Independent Clauses vs. Dependent Clauses (Adverb Clauses)
An independent clause (or main clause) is a group of words with a subject and a verb. It is a complete thought. Independent clauses can stand alone as complete ideas. Every complete sentence needs at least one independent clause.
A dependent clause (or subordinate clause) is a group of words with a subject and a verb. It is not a complete thought. Dependent clauses cannot stand alone and need to be attached to an independent clause in order to make sense.
Subordinating conjunctions introduce dependent adverb clauses. They connect dependent adverb clauses to independent clauses.
Independent clauses are diagrammed at the top, with the dependent adverb clause below it. The two clauses are connected with a slanted, dotted line originating from the word in the independent clause that the adverb clause is modifying. The subordinating conjunction will go on the dotted line.
Dependent Clauses (Noun Clauses)
Noun clauses are dependent clauses that act as nouns. Noun clauses can do anything that nouns can do. They can be diagrammed in any of the spaces that nouns are diagrammed. Before you diagram a noun clause, decide what its function is in the sentence. When you know what job the noun clause is performing in the main clause, diagram it on the appropriate spot in the independent clause's sentence diagram. Connect the noun clause to the main clause with a little forked line.

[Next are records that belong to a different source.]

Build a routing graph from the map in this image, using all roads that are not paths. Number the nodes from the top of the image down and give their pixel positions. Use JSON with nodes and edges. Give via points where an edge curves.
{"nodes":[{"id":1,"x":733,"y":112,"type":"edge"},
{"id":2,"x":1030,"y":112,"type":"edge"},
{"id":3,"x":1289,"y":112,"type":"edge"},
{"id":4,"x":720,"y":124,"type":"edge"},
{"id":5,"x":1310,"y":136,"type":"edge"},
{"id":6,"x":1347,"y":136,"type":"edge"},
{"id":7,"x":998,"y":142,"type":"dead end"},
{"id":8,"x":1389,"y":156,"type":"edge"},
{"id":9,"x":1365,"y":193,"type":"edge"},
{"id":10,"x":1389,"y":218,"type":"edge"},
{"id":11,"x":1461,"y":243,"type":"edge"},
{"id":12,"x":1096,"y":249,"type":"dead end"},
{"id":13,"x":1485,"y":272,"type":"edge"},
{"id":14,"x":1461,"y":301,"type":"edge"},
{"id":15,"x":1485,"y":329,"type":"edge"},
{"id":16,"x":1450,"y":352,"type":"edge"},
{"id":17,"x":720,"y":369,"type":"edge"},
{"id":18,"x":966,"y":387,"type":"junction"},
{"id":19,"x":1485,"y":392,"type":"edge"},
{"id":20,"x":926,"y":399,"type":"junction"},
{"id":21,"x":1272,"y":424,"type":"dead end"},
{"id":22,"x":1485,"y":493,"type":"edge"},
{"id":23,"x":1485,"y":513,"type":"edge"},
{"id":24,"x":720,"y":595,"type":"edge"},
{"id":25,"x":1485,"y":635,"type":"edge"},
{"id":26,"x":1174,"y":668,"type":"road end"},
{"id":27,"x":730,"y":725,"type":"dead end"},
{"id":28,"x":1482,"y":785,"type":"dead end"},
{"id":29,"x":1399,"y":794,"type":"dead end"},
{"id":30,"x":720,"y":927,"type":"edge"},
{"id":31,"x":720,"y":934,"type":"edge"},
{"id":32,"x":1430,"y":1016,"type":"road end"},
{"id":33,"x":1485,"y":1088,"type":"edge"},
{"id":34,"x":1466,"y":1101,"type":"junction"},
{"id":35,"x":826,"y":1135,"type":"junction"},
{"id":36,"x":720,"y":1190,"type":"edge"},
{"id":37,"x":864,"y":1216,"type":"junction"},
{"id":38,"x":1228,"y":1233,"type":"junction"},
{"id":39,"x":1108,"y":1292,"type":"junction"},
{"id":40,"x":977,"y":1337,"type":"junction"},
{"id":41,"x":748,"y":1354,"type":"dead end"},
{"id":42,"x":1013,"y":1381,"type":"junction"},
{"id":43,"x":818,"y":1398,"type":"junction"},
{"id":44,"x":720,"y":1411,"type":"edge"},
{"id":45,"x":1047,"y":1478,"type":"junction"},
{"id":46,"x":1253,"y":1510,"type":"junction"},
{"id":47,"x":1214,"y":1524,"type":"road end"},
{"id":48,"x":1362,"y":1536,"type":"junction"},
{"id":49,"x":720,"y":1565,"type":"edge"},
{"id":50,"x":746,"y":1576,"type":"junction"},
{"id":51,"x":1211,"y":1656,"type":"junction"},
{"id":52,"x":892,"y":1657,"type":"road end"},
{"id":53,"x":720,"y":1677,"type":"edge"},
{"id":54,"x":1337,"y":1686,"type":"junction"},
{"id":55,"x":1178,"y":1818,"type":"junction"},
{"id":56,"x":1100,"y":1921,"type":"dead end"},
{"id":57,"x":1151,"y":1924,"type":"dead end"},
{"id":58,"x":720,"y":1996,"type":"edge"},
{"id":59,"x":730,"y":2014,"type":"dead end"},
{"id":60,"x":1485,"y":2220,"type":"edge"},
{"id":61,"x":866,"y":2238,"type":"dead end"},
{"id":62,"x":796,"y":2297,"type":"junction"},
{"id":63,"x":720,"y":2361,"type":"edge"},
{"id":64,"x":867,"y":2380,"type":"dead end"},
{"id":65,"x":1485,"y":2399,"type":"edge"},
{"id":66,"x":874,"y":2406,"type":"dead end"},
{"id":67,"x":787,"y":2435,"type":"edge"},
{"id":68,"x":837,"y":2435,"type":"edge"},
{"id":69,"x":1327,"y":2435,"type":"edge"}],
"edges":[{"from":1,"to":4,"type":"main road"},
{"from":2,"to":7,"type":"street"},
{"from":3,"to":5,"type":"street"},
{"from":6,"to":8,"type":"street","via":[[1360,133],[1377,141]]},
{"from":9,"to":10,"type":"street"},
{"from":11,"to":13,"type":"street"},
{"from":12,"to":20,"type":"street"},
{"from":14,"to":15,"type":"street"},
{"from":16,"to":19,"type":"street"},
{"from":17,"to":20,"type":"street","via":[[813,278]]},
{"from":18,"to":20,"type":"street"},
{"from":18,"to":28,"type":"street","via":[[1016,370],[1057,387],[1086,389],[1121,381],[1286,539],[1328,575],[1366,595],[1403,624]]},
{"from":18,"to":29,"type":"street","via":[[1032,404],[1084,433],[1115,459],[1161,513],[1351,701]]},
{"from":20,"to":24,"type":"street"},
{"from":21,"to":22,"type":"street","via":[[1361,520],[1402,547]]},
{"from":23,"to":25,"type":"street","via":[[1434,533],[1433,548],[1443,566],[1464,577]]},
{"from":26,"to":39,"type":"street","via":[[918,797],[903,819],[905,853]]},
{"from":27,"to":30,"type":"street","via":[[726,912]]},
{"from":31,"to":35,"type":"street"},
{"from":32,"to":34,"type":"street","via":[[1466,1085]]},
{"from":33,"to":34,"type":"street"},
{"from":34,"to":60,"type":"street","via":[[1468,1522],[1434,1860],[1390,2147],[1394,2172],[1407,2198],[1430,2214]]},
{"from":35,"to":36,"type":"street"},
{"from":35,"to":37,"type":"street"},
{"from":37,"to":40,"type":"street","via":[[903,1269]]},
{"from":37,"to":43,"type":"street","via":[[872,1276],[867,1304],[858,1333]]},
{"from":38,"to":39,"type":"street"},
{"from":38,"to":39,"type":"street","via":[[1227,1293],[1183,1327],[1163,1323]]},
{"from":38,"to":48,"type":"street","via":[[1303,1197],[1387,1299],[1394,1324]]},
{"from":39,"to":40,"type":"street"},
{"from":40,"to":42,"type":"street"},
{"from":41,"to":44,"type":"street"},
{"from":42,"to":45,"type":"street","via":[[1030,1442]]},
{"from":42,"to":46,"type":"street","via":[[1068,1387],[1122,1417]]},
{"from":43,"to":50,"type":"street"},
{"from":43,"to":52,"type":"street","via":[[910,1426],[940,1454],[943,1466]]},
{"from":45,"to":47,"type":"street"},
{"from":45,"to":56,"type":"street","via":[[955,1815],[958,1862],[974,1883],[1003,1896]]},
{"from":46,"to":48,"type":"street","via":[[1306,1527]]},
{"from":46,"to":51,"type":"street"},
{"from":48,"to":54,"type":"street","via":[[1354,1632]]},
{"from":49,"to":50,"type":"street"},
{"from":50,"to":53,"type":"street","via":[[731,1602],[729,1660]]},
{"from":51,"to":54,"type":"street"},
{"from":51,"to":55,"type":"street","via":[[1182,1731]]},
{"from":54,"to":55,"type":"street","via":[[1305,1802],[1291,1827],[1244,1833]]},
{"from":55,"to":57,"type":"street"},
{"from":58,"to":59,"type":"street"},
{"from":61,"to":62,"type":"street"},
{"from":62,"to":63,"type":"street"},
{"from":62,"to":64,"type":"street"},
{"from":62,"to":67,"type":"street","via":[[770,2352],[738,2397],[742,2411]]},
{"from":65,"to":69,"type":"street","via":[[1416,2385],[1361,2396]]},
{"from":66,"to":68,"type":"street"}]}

Dependent Clauses (Adjective Clauses)
Adjective Clauses are diagrammed with the independent clause at the top. Diagram the adjective clause below the independent clause on a horizontal line just like a regular sentence. Use a dotted, vertical line to connect the relative pronoun or relative adverb in the adjective clause with the word in the independent clause that the adjective clause modifies.
Verbals are words that are formed from verbs but don't act as verbs, acting as adjectives, adverbs, and nouns. There are three kinds of verbals: gerunds, infinitives, and participles.
Gerunds are verbals that end in -ing and act as nouns, such as singing or crying. They're formed from verbs, end in -ing, and act as nouns. Gerunds can function in any way that nouns can function.
Gerunds sit on steps. The -ing part of the gerund sits on the bottom part of the step, and the rest of the gerund sits on the top step. Draw the step above the space in the main diagram where it belongs. This depends on what noun job the gerund is performing. Connect the step to the main diagram with a forked line.
A gerund phrase is made of a gerund and any word(s) that modify or complement it. The phrase acts as one noun. Diagram the gerund and everything else as you normally would.
Participles are verbals that end in -ing, -d, -t or -n and act as adjectives. Since they act as adjectives, they can modify any noun or pronoun. Participles are diagrammed like regular adjectives, except they go on a curved, slanted line instead of just a slanted line.
A participial phrase is made of a participle and any word(s) that modify or complement it. The phrase acts as an adjective. Participles act as adjectives, but because they are formed from verbs, they maintain some of their ability as verbs and can do many things that verbs can do.
Participial in participial phrases are diagrammed as they normally are. Add its complements (direct object…) and modifiers (adverbs…) and diagram them as you normally would.
Infinitives are verbals that are usually made of two words: to + a verb. They act as nouns, adjectives, or adverbs. The to part of the infinitive is diagrammed on a slanted line, and the verb part of the infinitive is diagrammed on a horizontal line that is connected to the slanted line. A forked line is used to attach the infinitive part of the diagram to the space in the main sentence diagram that corresponds to how the infinitive is acting.
An infinitive phrase is made of an infinitive (to + a verb) and any word(s) that modify or complement it. The whole phrase acts as a noun, adjective, or adverb. Treat the infinitive like a verb and diagram the infinitive phrase.